Question

tan^-1 (tan 6pi/7) = - pi/7

Can someone explain to me why this is the answer for the inverse function?

Answer 1

The range of the inverse tangent function is angles in the first and fourth quadrants.\(\dfrac{6\pi}{7}\) lies in the second quadrant.

Answer 2

What is confusing me is how would I know that lies within the second quadrant since I know the the radians in the second quadrant are 2pi/3, 3pi/4, and 5pi/6. I understand how it goes negative now because it needs to stay between [-pi/2, pi/2] but, How by looking at 6pi/7 do you know it lies at the second quadrant?

Answer 3

Consider the unit circle, which (within one revolution) contains all angles from \(0\) to \(2\pi\). If you have some angle \(k\pi\), with \(0<k<1\), then the angle lies between \(0\pi=0\) and \(1\pi=1\), which comprise the first two quadrants.

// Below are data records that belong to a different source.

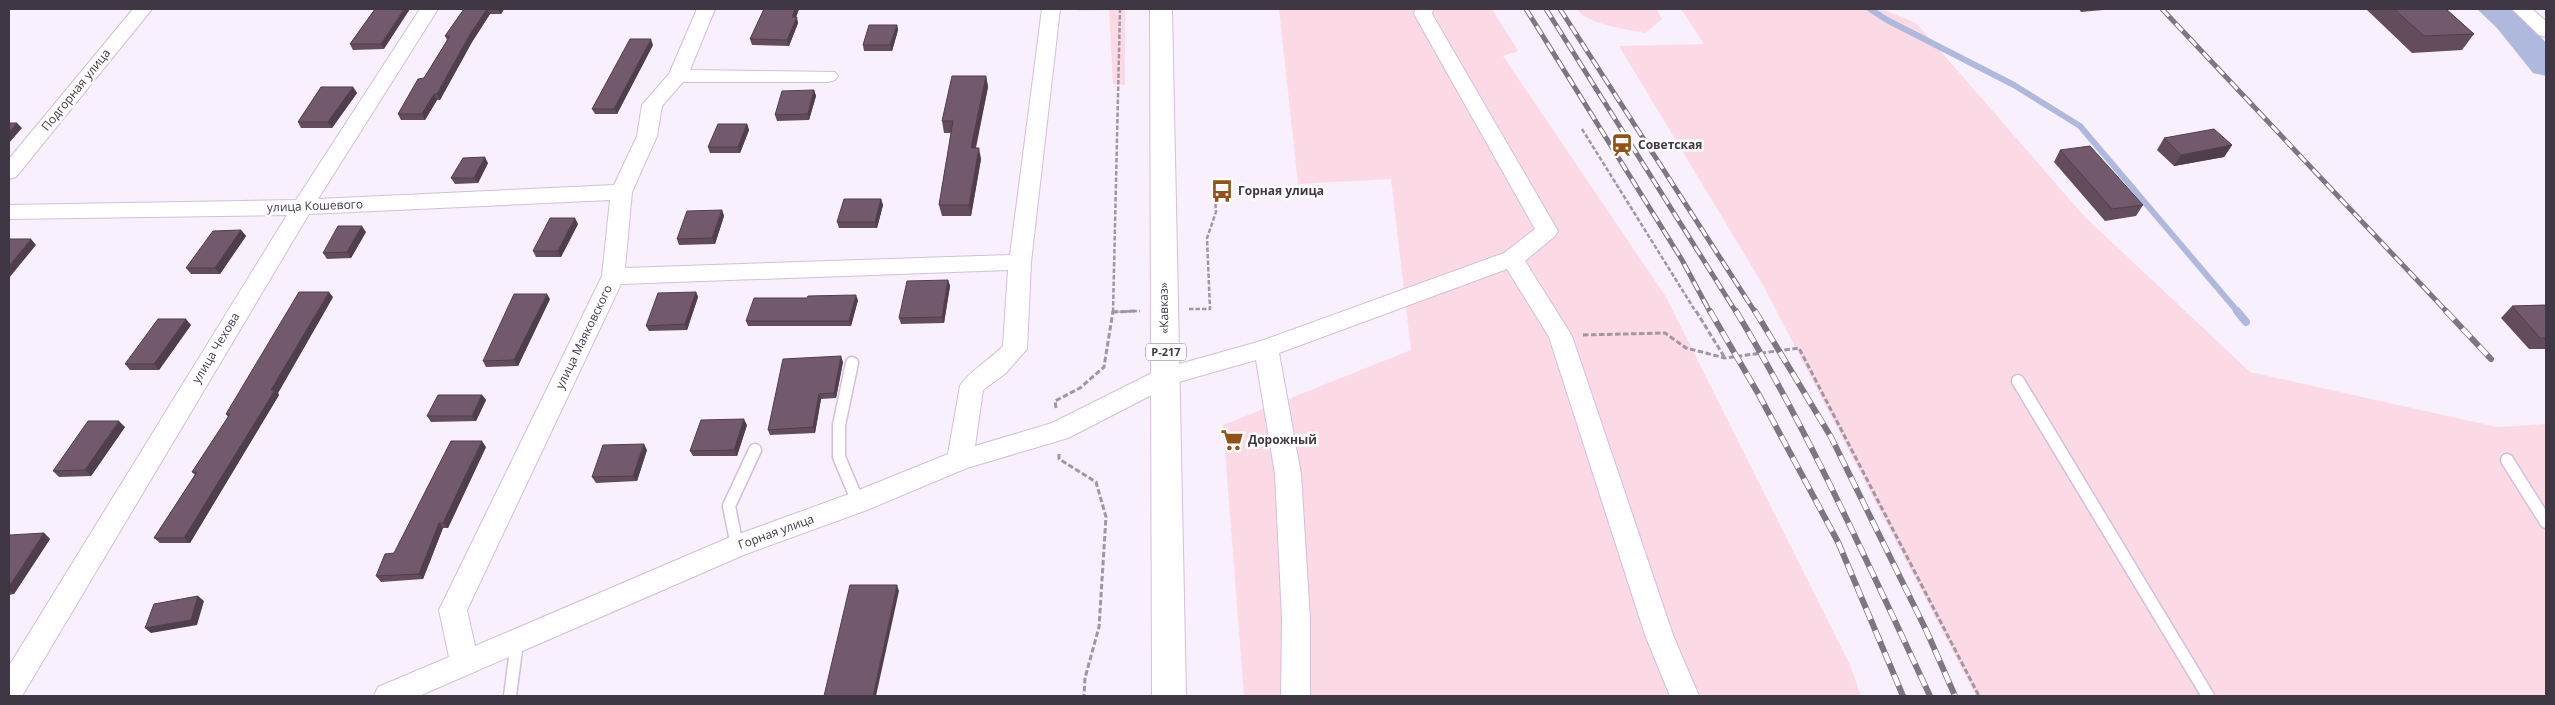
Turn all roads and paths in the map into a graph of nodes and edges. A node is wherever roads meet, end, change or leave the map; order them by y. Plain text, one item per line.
1 (143, 9) edge
2 (429, 9) edge
3 (706, 9) edge
4 (1051, 9) edge
5 (1120, 9) edge
6 (1161, 9) edge
7 (1424, 9) edge
8 (2521, 9) edge
9 (2546, 31) edge
10 (678, 76) junction
11 (828, 76) dead end
12 (1582, 129) dead end
13 (9, 172) edge
14 (621, 192) junction
15 (302, 207) junction
16 (9, 212) edge
17 (1512, 259) junction
18 (1020, 262) junction
19 (613, 276) junction
20 (1560, 336) junction
21 (1266, 348) junction
22 (1725, 358) junction
23 (852, 363) dead end
24 (1166, 376) junction
25 (2018, 382) dead end
26 (1059, 431) junction
27 (755, 450) dead end
28 (960, 460) junction
29 (2507, 460) dead end
30 (858, 502) junction
31 (2546, 522) edge
32 (737, 546) junction
33 (516, 642) junction
34 (464, 662) junction
35 (9, 691) edge
36 (388, 696) edge
37 (510, 696) edge
38 (1084, 696) edge
39 (1169, 696) edge
40 (1296, 696) edge
41 (1685, 696) edge
42 (1979, 696) edge
43 (2208, 696) edge

1 - 13 street, Подгорная улица
2 - 15 street, улица Чехова
3 - 10 street, улица Маяковского
4 - 18 street
5 - 26 path
6 - 24 highway, «Кавказ» / Р-217
7 - 17 street, Горная улица
8 - 9 street
10 - 11 street
10 - 14 street, улица Маяковского
12 - 22 path
14 - 15 street, улица Кошевого
14 - 19 street, улица Маяковского
15 - 16 street, улица Кошевого
15 - 35 street, улица Чехова
17 - 20 street
17 - 21 street, Горная улица
18 - 19 street
18 - 28 street
19 - 34 street, улица Маяковского
20 - 22 path
20 - 41 street
21 - 24 street, Горная улица
21 - 40 street
22 - 42 path
23 - 30 lane
24 - 26 street, Горная улица
24 - 39 highway, «Кавказ» / Р-217
25 - 43 lane
26 - 28 street, Горная улица
26 - 38 path
27 - 32 lane
28 - 30 street, Горная улица
29 - 31 lane
30 - 32 street, Горная улица
32 - 33 street, Горная улица
33 - 34 street, Горная улица
33 - 37 lane
34 - 36 street, Горная улица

These two quadrants are split at the midpoint, \(\dfrac{\pi}{2}\). So if your angle \(k\pi\) has \(0<k<\dfrac{1}{2}\), so that \(0<k\pi<\dfrac{\pi}{2}\), then the angle lies in Q1.

Otherwise, if \(\dfrac{1}{2}<k<1\), then \(\dfrac{\pi}{2}<k\pi<\pi\), so \(k\pi\) lies in Q2.

Does that make sense?

Answer 4

For reference, if the angle \(0\le k\pi\le2\pi\),

Answer 5

\[\frac{ \frac{7}{2} \pi}{7}<\frac{6 \pi}{7} < \frac{7\pi}{7} \\ \text{ or in other words } \\\frac{\pi}{2} < \frac{6\pi}{7} < \pi \\ \]

Answer 6

3.5<6<7